MAYHEM, una buena fiesta privada.

Fotografía por Julio Ángel Zuluaga.
Texto por Alejandro Pérez

El sábado 28 de junio, el último del mes, llegué a la casa de un buen amigo en la capital de la montaña relativamente temprano para mis labores, arribé a la casa de un buen amigo de esos que solo veo de vez en mes, para darme cuenta de que terminaría en una noche de fiesta sin planear: MAYHEM me esperaba para bailar toda la noche.

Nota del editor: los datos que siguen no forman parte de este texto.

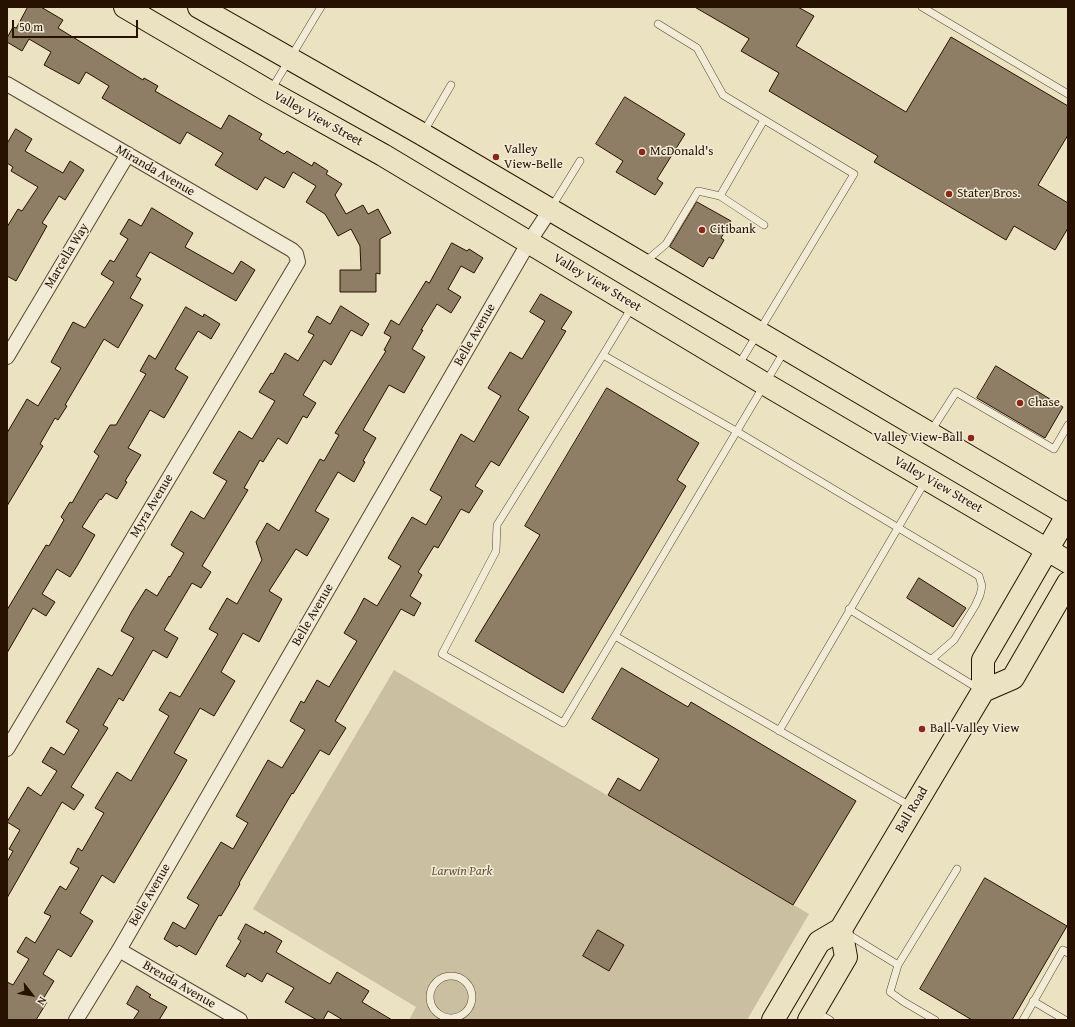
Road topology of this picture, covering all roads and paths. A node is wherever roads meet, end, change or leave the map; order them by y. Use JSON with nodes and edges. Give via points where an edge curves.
{"nodes":[{"id":1,"x":125,"y":7,"type":"edge"},
{"id":2,"x":199,"y":7,"type":"edge"},
{"id":3,"x":321,"y":7,"type":"edge"},
{"id":4,"x":922,"y":7,"type":"edge"},
{"id":5,"x":658,"y":24,"type":"dead end"},
{"id":6,"x":290,"y":59,"type":"junction"},
{"id":7,"x":7,"y":84,"type":"edge"},
{"id":8,"x":451,"y":85,"type":"dead end"},
{"id":9,"x":270,"y":92,"type":"junction"},
{"id":10,"x":1068,"y":94,"type":"edge"},
{"id":11,"x":764,"y":120,"type":"junction"},
{"id":12,"x":422,"y":134,"type":"junction"},
{"id":13,"x":128,"y":154,"type":"junction"},
{"id":14,"x":580,"y":161,"type":"dead end"},
{"id":15,"x":720,"y":196,"type":"junction"},
{"id":16,"x":550,"y":210,"type":"junction"},
{"id":17,"x":764,"y":225,"type":"dead end"},
{"id":18,"x":528,"y":242,"type":"junction"},
{"id":19,"x":298,"y":262,"type":"joint"},
{"id":20,"x":642,"y":264,"type":"junction"},
{"id":21,"x":634,"y":304,"type":"junction"},
{"id":22,"x":758,"y":333,"type":"junction"},
{"id":23,"x":786,"y":348,"type":"junction"},
{"id":24,"x":603,"y":355,"type":"junction"},
{"id":25,"x":7,"y":357,"type":"edge"},
{"id":26,"x":737,"y":367,"type":"junction"},
{"id":27,"x":765,"y":384,"type":"junction"},
{"id":28,"x":1068,"y":425,"type":"edge"},
{"id":29,"x":736,"y":431,"type":"junction"},
{"id":30,"x":930,"y":433,"type":"junction"},
{"id":31,"x":927,"y":479,"type":"junction"},
{"id":32,"x":1068,"y":514,"type":"edge"},
{"id":33,"x":897,"y":526,"type":"junction"},
{"id":34,"x":1048,"y":550,"type":"junction"},
{"id":35,"x":1068,"y":562,"type":"edge"},
{"id":36,"x":1068,"y":583,"type":"edge"},
{"id":37,"x":850,"y":609,"type":"junction"},
{"id":38,"x":615,"y":636,"type":"junction"},
{"id":39,"x":932,"y":659,"type":"junction"},
{"id":40,"x":984,"y":691,"type":"junction"},
{"id":41,"x":778,"y":730,"type":"junction"},
{"id":42,"x":7,"y":749,"type":"edge"},
{"id":43,"x":914,"y":808,"type":"junction"},
{"id":44,"x":957,"y":869,"type":"dead end"},
{"id":45,"x":841,"y":929,"type":"junction"},
{"id":46,"x":119,"y":950,"type":"junction"},
{"id":47,"x":1068,"y":953,"type":"edge"},
{"id":48,"x":898,"y":965,"type":"junction"},
{"id":49,"x":1034,"y":1001,"type":"junction"},
{"id":50,"x":818,"y":1017,"type":"edge"},
{"id":51,"x":438,"y":1018,"type":"edge"},
{"id":52,"x":76,"y":1020,"type":"edge"},
{"id":53,"x":240,"y":1020,"type":"edge"},
{"id":54,"x":773,"y":1020,"type":"edge"},
{"id":55,"x":935,"y":1020,"type":"edge"},
{"id":56,"x":1023,"y":1020,"type":"edge"},
{"id":57,"x":1065,"y":1020,"type":"edge"}],
"edges":[{"from":1,"to":9,"type":"main road","name":"Valley View Street"},
{"from":2,"to":6,"type":"main road"},
{"from":3,"to":6,"type":"lane"},
{"from":4,"to":10,"type":"lane"},
{"from":5,"to":11,"type":"lane","via":[[697,48],[723,95]]},
{"from":6,"to":9,"type":"lane"},
{"from":6,"to":12,"type":"main road"},
{"from":7,"to":13,"type":"street","name":"Miranda Avenue"},
{"from":8,"to":12,"type":"lane"},
{"from":9,"to":18,"type":"main road","name":"Valley View Street","via":[[383,155]]},
{"from":11,"to":15,"type":"lane"},
{"from":11,"to":22,"type":"lane","via":[[854,174]]},
{"from":12,"to":16,"type":"main road"},
{"from":13,"to":19,"type":"street","name":"Miranda Avenue","via":[[292,250]]},
{"from":13,"to":25,"type":"street","name":"Marcella Way"},
{"from":14,"to":16,"type":"lane"},
{"from":15,"to":17,"type":"lane"},
{"from":15,"to":20,"type":"lane","via":[[698,191],[666,244]]},
{"from":16,"to":18,"type":"street","name":"Belle Avenue"},
{"from":16,"to":20,"type":"main road"},
{"from":18,"to":21,"type":"main road","name":"Valley View Street"},
{"from":18,"to":46,"type":"street","name":"Belle Avenue"},
{"from":19,"to":42,"type":"street","name":"Myra Avenue"},
{"from":20,"to":22,"type":"main road"},
{"from":21,"to":24,"type":"lane"},
{"from":21,"to":26,"type":"main road","name":"Valley View Street"},
{"from":22,"to":23,"type":"main road"},
{"from":22,"to":26,"type":"lane"},
{"from":23,"to":27,"type":"lane"},
{"from":23,"to":30,"type":"main road"},
{"from":24,"to":29,"type":"lane"},
{"from":24,"to":38,"type":"lane","via":[[497,525],[496,551],[442,654],[563,723]]},
{"from":26,"to":27,"type":"main road","name":"Valley View Street"},
{"from":27,"to":29,"type":"lane"},
{"from":27,"to":31,"type":"main road","name":"Valley View Street"},
{"from":28,"to":30,"type":"lane","via":[[1054,449],[956,392]]},
{"from":29,"to":33,"type":"lane"},
{"from":29,"to":38,"type":"lane"},
{"from":30,"to":32,"type":"main road"},
{"from":31,"to":33,"type":"lane"},
{"from":31,"to":34,"type":"main road","name":"Valley View Street"},
{"from":32,"to":34,"type":"main road"},
{"from":33,"to":37,"type":"lane"},
{"from":33,"to":39,"type":"lane","via":[[978,576],[982,586],[980,595],[954,640]]},
{"from":34,"to":35,"type":"main road","name":"Valley View Street"},
{"from":34,"to":40,"type":"main road","via":[[983,660]]},
{"from":36,"to":40,"type":"main road","via":[[1013,678]]},
{"from":37,"to":39,"type":"lane"},
{"from":37,"to":41,"type":"lane"},
{"from":38,"to":41,"type":"lane"},
{"from":39,"to":40,"type":"lane"},
{"from":40,"to":43,"type":"main road","name":"Ball Road"},
{"from":41,"to":43,"type":"lane"},
{"from":43,"to":45,"type":"main road","name":"Ball Road"},
{"from":44,"to":48,"type":"lane"},
{"from":45,"to":48,"type":"lane"},
{"from":45,"to":50,"type":"main road","via":[[846,957]]},
{"from":45,"to":54,"type":"main road","name":"Ball Road","via":[[819,942]]},
{"from":46,"to":52,"type":"street","name":"Belle Avenue"},
{"from":46,"to":53,"type":"street","name":"Brenda Avenue"},
{"from":47,"to":49,"type":"lane","via":[[1063,950]]},
{"from":48,"to":55,"type":"lane","via":[[890,992]]},
{"from":49,"to":56,"type":"lane"},
{"from":49,"to":57,"type":"lane"},
{"from":51,"to":51,"type":"lane","via":[[459,1016],[470,1007],[470,987],[460,977],[446,976],[434,983],[430,1004]]}]}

Ya sentado en la Villa del Aburrá esperaba sin mi amigo a mi contacto de Bajo Asfalto para mi primer cubrimiento con ellos. Llegó poco después de la hora convenida, pero lo suavizó diciendo que por lo general las fiestas de electrónica empiezan tarde. Tras la presentación de rutina nos pusimos en camino al evento. En la publicidad del evento el recinto figuraba con el nombre de SET Room, pero al momento de llegar en la fachada del edificio todavía se veía el cartel de CAPITAL. Lamentando la ausencia de un mapa en la información del evento, llegamos a las puertas del local.  La palabra mágica. –prensa–. Un chequeo en una lista; y estábamos adentro.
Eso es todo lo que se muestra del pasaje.